Yes, dear reader, there’s a rule — a lesser-known but rather crucial bit of motoring law — that says if you’re towing anything, be it a caravan, trailer, or a wheeled port-a-loo, you’re legally limited to 60mph on motorways and dual carriageways. That’s not a suggestion. That’s a law. And breaking it can end your road trip faster than an overheating radiator in Cornwall.
Now, this applies not just to your average SUV towing a mobile bungalow, but also to motorbikes with trailers (you mad lot), car-derived vans, and those dual-purpose vehicles, which I think is a fancy government way of saying “cars that can’t decide if they’re for builders or school runs.”
And before you start yelling “BUT I HAVE A BMW X5 WITH LASER HEADLIGHTS AND A TORQUE FIGURE TO RIVAL A TANK,” none of that matters. The law is the law. 60mph. That’s it. You could have more gadgets than the International Space Station and a braking system so clever it makes tea – still 60mph.
Important Towing Wisdom (because physics doesn’t care if you drive a Land Rover)
Let’s talk practicality, shall we? Towing isn’t just about clamping something on the back and flooring it. No. You need to understand a few basic truths of trailer towing:
- Your stopping distance triples. So if you tailgate someone while towing, you’re not just a fool — you’re a potentially catastrophic fool.

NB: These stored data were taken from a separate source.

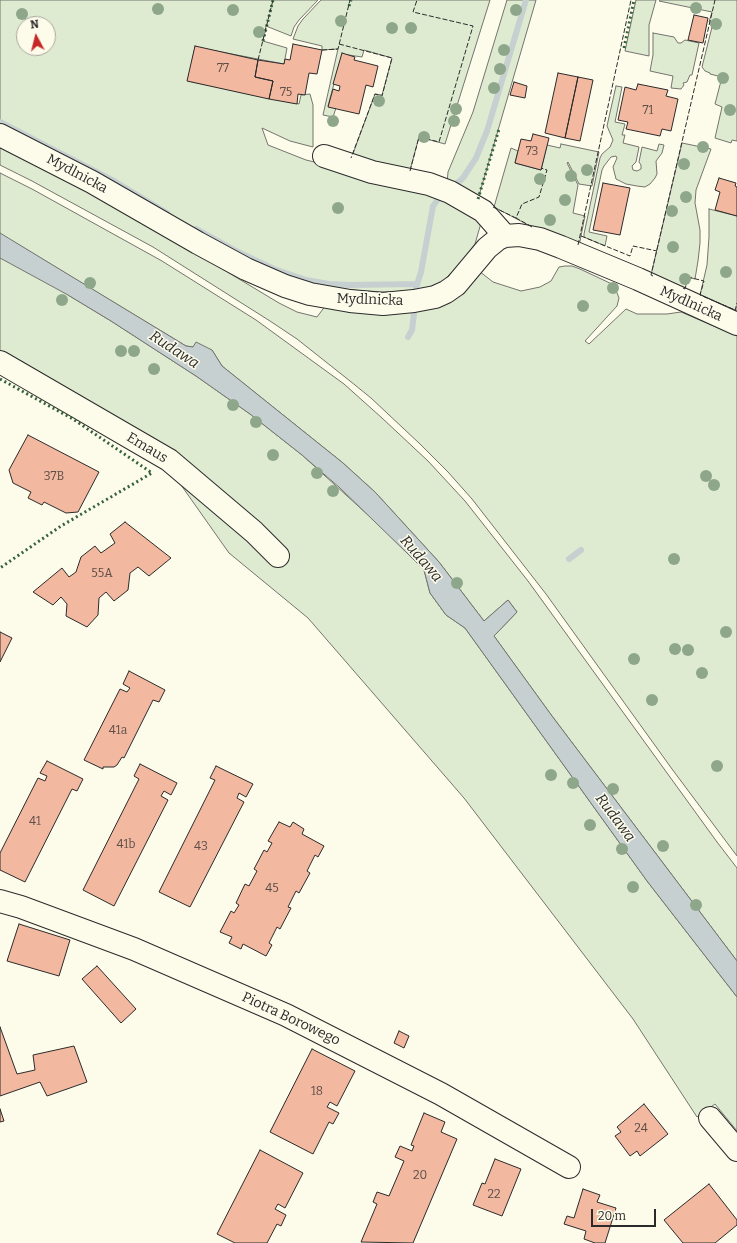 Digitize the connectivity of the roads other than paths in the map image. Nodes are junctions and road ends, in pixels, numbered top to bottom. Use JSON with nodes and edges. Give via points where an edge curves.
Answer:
{"nodes":[{"id":1,"x":0,"y":135,"type":"edge"},
{"id":2,"x":324,"y":156,"type":"dead end"},
{"id":3,"x":505,"y":236,"type":"junction"},
{"id":4,"x":737,"y":324,"type":"edge"},
{"id":5,"x":0,"y":362,"type":"edge"},
{"id":6,"x":278,"y":556,"type":"dead end"},
{"id":7,"x":0,"y":901,"type":"edge"},
{"id":8,"x":710,"y":1118,"type":"dead end"},
{"id":9,"x":737,"y":1150,"type":"edge"},
{"id":10,"x":569,"y":1167,"type":"dead end"}],
"edges":[{"from":1,"to":3,"type":"street","name":"Mydlnicka","via":[[92,182],[246,269],[285,286],[324,298],[383,304],[435,297],[456,285],[487,248]]},
{"from":2,"to":3,"type":"street","via":[[372,172],[429,184],[450,192],[483,211]]},
{"from":3,"to":4,"type":"street","name":"Mydlnicka","via":[[529,236],[554,244]]},
{"from":5,"to":6,"type":"street","name":"Emaus","via":[[169,460],[254,532]]},
{"from":7,"to":10,"type":"street","name":"Piotra Borowego","via":[[21,906],[134,949],[286,1014],[441,1094]]},
{"from":8,"to":9,"type":"street"}]}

- Overloading your trailer is illegal, dangerous, and stupid. There are people out there trying to tow a family hot tub to Devon. Don’t be that person.
- Swaying and snaking aren’t types of exotic dancing. They’re what happens when you forget things like weight distribution or try overtaking in a headwind with a boxy caravan behind you.
- Mirrors. Fit them. Proper ones. You need to see what’s behind you — and no, your car’s built-in reversing camera doesn’t count when the trailer is the size of a bungalow.
- Tyres. Caravan tyres perish faster than supermarket strawberries. Check them, pump them, or prepare for a blowout at 58mph in the middle lane while a Tesco lorry bears down on you.
And Now, Back to the Bureaucracy
The DVSA — or as I like to call them, the Fun Police — has reminded us that speed limits are absolute maximums, not invitations to hoon around like you’re in The Italian Job. This applies even more when towing, because you’re essentially turning your car into a rigid train with no rails.
They’ve also introduced a new way to pay fines using Apple Pay and Google Pay. Very modern. Very slick. But frankly, if you’re already getting fined, you’ve probably done something else wrong, like towing with no MOT, or using a driving licence printed off the internet.
Oh, and if your car’s not insured or taxed, or you’ve been messing with the emissions system to make your van belch less black smoke, don’t be surprised if the DVSA fines you, bans you, or quite possibly launches you into orbit.
Final Word
If you’re going to tow something — know your speed limits, check your load, and for heaven’s sake, stay in the left lane unless overtaking. You’re not Lewis Hamilton. You’re just a person dragging a small fibreglass bungalow through Derbyshire.
And if you can’t be bothered to learn the rules? Then don’t buy a tow bar!